■ Required action: Keep every line of the data below that has the string "Bosupye" and present those lines.

[Records from a data source]

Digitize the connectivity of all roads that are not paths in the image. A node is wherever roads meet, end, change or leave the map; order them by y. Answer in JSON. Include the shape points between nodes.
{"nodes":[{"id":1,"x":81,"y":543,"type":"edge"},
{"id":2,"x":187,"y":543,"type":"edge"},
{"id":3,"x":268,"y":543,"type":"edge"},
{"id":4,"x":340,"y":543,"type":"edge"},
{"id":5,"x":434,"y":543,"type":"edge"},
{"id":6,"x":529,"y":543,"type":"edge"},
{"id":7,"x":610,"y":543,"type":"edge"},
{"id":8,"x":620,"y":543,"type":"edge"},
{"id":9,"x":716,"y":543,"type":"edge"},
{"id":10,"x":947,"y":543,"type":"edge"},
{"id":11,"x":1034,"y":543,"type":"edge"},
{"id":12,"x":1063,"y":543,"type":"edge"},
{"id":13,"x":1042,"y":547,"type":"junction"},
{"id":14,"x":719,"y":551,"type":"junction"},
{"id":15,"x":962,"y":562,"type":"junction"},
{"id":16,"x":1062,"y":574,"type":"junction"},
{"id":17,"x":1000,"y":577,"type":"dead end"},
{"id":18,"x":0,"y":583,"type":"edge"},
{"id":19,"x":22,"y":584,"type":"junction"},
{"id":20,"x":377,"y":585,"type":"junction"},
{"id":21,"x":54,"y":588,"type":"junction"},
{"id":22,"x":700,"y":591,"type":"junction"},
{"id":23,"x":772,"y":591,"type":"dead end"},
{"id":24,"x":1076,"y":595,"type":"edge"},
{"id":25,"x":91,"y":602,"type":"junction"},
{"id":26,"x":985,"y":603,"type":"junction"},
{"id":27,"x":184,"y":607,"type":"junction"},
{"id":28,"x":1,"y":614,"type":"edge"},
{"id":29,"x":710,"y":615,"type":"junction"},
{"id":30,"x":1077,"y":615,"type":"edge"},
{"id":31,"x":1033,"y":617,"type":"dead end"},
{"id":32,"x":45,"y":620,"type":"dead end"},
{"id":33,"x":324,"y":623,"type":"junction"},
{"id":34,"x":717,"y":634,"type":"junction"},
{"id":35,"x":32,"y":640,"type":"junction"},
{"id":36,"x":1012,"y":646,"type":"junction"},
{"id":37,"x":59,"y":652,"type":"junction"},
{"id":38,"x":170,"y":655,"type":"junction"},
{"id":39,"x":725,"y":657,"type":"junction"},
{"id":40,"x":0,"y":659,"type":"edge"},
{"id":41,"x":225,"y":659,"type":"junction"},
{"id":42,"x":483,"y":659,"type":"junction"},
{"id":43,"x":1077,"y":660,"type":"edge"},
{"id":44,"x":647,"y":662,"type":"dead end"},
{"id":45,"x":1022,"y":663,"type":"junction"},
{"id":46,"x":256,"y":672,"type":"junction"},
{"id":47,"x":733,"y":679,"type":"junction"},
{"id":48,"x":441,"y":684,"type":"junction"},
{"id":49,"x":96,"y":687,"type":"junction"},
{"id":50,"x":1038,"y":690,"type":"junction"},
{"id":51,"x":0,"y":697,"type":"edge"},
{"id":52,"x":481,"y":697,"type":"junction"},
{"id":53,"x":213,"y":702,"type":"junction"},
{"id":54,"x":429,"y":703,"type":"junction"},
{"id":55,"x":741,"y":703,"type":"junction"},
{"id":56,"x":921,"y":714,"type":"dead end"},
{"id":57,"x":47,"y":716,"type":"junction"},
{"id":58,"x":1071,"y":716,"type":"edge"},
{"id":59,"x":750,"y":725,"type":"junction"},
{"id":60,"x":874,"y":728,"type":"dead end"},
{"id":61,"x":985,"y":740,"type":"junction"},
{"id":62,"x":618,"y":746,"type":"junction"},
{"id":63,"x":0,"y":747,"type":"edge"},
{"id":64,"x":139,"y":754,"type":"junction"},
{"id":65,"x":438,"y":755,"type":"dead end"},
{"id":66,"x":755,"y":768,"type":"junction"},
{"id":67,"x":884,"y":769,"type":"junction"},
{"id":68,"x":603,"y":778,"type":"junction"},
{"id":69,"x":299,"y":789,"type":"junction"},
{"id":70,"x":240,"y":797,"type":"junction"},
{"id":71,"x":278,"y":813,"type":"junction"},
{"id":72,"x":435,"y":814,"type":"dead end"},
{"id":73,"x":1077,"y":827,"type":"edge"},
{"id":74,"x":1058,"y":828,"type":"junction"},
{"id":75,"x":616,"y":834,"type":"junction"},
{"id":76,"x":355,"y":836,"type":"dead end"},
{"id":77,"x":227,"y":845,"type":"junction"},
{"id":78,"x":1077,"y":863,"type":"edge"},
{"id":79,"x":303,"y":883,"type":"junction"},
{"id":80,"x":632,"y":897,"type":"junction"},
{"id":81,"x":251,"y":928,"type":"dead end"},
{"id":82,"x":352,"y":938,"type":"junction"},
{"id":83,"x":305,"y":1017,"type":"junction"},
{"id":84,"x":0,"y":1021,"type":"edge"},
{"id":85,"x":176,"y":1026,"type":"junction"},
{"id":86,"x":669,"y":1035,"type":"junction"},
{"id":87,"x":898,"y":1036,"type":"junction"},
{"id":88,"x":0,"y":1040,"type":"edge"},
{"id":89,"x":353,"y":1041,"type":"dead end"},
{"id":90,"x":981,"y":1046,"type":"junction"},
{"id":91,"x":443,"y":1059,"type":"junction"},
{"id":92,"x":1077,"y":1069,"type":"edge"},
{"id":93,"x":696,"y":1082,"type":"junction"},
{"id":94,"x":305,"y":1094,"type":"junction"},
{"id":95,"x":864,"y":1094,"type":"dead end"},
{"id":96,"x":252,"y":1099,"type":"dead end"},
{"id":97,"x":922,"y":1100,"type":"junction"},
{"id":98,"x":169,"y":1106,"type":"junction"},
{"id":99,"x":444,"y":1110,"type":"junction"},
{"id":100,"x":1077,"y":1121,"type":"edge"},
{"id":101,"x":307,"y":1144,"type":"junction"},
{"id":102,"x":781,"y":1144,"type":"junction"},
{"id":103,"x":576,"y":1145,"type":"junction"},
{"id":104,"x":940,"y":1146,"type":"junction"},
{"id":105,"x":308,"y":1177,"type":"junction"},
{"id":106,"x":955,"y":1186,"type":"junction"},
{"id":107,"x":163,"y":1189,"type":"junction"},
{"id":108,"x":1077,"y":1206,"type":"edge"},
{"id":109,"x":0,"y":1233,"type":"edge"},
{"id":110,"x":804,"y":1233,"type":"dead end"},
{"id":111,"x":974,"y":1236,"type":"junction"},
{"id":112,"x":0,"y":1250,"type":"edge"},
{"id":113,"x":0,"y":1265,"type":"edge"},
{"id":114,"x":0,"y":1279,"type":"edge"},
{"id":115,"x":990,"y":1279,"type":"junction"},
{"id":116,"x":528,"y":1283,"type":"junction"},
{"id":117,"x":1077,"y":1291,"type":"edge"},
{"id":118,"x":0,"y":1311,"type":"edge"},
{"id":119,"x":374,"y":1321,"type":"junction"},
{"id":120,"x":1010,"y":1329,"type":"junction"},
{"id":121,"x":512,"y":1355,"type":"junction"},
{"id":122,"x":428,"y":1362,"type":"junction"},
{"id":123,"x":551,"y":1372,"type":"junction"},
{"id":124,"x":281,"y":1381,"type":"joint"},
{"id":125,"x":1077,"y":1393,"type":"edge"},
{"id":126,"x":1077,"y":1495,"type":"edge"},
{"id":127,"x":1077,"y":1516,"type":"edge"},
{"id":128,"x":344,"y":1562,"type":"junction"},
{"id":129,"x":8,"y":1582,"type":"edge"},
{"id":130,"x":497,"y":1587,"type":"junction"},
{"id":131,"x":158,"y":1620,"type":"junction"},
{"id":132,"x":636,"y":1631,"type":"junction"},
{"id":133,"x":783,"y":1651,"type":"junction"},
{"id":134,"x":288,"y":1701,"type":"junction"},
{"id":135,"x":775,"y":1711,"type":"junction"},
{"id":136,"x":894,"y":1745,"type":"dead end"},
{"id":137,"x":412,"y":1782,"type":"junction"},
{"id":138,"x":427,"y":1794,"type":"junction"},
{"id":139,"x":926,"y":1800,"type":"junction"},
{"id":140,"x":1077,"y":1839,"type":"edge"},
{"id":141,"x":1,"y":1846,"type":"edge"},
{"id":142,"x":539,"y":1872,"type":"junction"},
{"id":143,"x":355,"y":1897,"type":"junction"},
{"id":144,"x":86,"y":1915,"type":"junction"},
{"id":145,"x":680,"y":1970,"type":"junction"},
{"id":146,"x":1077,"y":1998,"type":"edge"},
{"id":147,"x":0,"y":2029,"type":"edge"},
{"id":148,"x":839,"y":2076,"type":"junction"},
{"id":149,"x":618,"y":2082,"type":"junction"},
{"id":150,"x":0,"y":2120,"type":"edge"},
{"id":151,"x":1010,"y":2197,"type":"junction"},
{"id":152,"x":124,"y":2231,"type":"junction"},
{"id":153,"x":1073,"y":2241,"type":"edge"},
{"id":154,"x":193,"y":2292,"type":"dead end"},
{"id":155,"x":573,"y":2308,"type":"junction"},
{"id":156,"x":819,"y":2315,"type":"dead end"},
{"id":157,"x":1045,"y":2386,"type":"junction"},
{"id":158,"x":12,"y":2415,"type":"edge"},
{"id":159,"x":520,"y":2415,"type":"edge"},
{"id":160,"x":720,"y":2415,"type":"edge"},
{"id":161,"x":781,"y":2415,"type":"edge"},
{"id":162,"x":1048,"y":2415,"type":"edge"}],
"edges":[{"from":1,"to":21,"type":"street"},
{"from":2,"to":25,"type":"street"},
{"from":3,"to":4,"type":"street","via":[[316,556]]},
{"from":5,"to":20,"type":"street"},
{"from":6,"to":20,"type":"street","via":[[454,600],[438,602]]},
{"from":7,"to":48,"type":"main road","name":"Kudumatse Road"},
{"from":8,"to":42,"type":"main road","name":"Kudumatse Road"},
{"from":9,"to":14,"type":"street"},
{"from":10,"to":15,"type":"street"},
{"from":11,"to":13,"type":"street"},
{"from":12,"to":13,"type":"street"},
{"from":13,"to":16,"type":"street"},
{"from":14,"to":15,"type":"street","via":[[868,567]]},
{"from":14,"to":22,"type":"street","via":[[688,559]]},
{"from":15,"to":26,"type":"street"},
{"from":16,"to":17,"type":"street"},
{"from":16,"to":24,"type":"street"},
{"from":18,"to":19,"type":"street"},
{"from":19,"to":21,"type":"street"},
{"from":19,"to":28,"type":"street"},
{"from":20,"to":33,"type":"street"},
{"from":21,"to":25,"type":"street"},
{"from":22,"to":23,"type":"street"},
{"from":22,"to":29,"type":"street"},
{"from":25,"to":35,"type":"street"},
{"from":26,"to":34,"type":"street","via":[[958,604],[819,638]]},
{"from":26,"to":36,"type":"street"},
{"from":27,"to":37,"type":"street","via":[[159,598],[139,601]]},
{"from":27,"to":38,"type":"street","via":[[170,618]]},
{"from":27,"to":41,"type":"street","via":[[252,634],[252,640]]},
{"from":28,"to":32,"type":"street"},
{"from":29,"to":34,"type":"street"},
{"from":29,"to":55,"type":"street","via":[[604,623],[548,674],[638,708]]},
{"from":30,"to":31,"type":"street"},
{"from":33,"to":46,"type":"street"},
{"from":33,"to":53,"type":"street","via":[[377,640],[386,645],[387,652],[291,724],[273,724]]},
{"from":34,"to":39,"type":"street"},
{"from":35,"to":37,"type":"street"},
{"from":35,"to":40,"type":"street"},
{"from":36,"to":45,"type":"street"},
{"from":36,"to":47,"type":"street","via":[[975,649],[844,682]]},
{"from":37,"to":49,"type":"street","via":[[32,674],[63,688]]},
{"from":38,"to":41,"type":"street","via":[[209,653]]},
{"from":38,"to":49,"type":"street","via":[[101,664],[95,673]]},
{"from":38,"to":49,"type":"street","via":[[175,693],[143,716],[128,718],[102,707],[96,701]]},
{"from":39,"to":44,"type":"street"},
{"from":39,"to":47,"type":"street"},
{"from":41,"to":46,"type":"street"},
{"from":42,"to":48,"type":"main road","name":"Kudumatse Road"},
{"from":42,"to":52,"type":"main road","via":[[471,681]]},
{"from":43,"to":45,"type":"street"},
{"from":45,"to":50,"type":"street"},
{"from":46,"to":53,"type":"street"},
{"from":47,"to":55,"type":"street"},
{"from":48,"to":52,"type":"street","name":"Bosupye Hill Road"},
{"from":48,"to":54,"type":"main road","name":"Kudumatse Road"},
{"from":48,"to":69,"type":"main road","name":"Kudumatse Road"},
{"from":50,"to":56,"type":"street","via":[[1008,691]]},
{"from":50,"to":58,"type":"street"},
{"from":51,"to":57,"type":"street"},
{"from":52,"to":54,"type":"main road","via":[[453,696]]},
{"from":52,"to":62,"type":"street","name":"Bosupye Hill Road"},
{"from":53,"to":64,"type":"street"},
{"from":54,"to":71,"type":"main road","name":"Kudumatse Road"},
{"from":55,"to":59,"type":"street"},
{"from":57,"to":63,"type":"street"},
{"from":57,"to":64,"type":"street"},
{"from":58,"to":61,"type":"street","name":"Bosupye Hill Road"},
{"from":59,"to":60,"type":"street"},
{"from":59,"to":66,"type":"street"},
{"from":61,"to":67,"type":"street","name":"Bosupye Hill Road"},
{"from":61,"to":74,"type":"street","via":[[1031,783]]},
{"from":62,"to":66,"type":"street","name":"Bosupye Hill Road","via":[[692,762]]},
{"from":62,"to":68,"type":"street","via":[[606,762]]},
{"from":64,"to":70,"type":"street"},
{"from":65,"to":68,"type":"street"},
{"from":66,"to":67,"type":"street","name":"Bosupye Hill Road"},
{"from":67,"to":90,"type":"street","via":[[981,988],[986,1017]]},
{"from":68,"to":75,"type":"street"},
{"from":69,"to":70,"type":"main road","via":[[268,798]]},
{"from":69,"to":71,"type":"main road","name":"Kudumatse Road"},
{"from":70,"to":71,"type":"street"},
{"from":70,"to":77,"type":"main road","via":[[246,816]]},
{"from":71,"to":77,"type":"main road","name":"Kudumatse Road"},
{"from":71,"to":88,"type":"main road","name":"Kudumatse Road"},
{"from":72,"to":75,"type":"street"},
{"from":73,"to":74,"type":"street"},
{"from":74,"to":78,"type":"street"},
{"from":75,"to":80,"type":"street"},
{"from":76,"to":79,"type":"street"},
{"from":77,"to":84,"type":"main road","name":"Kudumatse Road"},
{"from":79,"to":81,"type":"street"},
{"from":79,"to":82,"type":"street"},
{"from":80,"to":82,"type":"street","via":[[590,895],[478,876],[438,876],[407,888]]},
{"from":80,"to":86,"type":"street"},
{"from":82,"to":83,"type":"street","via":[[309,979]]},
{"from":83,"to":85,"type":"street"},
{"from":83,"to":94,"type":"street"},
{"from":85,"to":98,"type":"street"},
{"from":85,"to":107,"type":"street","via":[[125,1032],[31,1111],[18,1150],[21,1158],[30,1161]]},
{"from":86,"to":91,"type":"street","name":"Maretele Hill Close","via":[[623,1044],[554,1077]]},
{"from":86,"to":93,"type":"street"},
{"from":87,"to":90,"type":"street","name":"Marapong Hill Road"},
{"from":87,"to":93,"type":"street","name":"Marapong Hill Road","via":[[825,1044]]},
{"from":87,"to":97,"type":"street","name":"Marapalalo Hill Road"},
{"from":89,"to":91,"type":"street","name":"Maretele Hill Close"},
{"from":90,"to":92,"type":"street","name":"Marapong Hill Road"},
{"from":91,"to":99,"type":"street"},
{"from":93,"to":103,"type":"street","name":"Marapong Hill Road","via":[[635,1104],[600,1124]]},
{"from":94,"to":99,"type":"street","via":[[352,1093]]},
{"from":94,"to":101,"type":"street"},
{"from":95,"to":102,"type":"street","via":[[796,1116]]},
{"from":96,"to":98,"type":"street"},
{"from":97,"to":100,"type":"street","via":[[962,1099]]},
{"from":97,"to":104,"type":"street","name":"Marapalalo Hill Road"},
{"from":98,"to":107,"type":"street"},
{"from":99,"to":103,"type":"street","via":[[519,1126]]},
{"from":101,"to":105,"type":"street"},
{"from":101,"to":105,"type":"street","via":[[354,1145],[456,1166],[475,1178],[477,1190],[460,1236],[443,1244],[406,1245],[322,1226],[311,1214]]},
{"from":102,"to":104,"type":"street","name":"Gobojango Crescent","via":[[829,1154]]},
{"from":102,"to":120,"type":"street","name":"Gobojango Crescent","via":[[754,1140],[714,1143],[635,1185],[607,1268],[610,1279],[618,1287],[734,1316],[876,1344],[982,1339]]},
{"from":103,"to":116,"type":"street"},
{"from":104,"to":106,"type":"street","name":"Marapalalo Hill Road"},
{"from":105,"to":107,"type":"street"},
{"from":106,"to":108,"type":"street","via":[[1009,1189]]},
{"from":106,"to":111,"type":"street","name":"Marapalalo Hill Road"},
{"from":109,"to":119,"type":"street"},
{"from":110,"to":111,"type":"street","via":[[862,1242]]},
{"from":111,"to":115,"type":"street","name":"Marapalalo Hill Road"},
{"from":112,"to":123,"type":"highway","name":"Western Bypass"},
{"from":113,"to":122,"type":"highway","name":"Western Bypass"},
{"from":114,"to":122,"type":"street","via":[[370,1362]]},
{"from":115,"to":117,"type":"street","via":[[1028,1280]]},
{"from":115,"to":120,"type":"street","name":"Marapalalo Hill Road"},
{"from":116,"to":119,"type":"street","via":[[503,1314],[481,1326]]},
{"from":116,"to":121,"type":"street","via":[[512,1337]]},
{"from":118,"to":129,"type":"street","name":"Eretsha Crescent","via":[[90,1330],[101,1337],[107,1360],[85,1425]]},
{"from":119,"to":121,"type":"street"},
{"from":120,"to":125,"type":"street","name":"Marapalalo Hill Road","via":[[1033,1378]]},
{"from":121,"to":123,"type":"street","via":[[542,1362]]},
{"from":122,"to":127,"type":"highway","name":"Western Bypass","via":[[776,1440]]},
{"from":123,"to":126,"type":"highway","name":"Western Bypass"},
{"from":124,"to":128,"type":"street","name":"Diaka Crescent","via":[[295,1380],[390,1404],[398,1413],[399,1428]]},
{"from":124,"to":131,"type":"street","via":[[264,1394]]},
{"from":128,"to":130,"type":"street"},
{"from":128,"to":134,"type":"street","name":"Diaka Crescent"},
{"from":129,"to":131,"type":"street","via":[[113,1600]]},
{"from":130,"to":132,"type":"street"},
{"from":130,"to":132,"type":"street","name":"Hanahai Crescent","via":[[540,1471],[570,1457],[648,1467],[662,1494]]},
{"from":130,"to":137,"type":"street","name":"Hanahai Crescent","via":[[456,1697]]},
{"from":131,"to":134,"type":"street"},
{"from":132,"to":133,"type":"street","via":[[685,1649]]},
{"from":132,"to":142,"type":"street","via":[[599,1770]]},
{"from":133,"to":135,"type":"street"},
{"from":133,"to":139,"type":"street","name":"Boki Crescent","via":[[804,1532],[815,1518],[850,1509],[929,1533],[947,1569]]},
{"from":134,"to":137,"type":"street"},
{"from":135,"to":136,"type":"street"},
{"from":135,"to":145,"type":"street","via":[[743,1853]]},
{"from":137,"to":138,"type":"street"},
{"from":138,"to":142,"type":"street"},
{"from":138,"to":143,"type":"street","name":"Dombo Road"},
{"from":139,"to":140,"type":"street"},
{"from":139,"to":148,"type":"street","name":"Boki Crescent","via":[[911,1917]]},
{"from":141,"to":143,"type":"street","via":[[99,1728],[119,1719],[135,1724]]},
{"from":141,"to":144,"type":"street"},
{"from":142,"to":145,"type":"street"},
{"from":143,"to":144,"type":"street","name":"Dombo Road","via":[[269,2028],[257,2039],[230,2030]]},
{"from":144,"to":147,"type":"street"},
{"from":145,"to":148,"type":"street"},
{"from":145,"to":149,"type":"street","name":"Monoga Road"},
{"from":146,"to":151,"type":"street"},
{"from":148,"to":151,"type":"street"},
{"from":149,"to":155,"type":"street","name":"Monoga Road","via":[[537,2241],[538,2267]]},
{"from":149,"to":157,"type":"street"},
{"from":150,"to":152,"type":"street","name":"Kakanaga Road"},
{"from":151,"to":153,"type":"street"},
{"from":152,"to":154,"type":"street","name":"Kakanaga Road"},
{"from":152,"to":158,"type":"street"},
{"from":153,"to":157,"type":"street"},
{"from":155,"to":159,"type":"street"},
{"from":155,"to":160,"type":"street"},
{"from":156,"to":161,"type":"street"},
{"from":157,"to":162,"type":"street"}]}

■ Written solution:
{"from":48,"to":52,"type":"street","name":"Bosupye Hill Road"},
{"from":52,"to":62,"type":"street","name":"Bosupye Hill Road"},
{"from":58,"to":61,"type":"street","name":"Bosupye Hill Road"},
{"from":61,"to":67,"type":"street","name":"Bosupye Hill Road"},
{"from":62,"to":66,"type":"street","name":"Bosupye Hill Road","via":[[692,762]]},
{"from":66,"to":67,"type":"street","name":"Bosupye Hill Road"},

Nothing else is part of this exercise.